(Input records begins)

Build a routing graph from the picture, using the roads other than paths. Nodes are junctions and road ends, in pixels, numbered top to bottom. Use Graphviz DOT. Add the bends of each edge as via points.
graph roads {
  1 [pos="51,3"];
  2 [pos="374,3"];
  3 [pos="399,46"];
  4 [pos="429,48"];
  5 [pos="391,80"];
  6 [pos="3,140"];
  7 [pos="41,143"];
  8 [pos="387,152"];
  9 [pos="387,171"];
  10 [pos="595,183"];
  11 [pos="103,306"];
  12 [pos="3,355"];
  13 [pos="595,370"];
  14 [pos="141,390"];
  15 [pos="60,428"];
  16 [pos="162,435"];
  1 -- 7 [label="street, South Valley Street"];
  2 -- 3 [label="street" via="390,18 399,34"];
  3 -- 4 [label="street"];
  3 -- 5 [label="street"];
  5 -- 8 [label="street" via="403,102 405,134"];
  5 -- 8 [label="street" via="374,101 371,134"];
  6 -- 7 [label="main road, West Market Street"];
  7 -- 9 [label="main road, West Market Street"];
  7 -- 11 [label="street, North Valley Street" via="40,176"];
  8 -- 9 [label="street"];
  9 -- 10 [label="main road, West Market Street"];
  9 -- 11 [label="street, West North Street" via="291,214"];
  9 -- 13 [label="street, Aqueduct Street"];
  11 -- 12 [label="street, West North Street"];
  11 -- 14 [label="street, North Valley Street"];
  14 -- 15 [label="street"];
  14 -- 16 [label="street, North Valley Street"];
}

(Input records ends)

** Problem description **
Line by line, output the data precisely as shown above.

** Reply to the exercise **
Build a routing graph from the picture, using the roads other than paths. Nodes are junctions and road ends, in pixels, numbered top to bottom. Use Graphviz DOT. Add the bends of each edge as via points.
graph roads {
  1 [pos="51,3"];
  2 [pos="374,3"];
  3 [pos="399,46"];
  4 [pos="429,48"];
  5 [pos="391,80"];
  6 [pos="3,140"];
  7 [pos="41,143"];
  8 [pos="387,152"];
  9 [pos="387,171"];
  10 [pos="595,183"];
  11 [pos="103,306"];
  12 [pos="3,355"];
  13 [pos="595,370"];
  14 [pos="141,390"];
  15 [pos="60,428"];
  16 [pos="162,435"];
  1 -- 7 [label="street, South Valley Street"];
  2 -- 3 [label="street" via="390,18 399,34"];
  3 -- 4 [label="street"];
  3 -- 5 [label="street"];
  5 -- 8 [label="street" via="403,102 405,134"];
  5 -- 8 [label="street" via="374,101 371,134"];
  6 -- 7 [label="main road, West Market Street"];
  7 -- 9 [label="main road, West Market Street"];
  7 -- 11 [label="street, North Valley Street" via="40,176"];
  8 -- 9 [label="street"];
  9 -- 10 [label="main road, West Market Street"];
  9 -- 11 [label="street, West North Street" via="291,214"];
  9 -- 13 [label="street, Aqueduct Street"];
  11 -- 12 [label="street, West North Street"];
  11 -- 14 [label="street, North Valley Street"];
  14 -- 15 [label="street"];
  14 -- 16 [label="street, North Valley Street"];
}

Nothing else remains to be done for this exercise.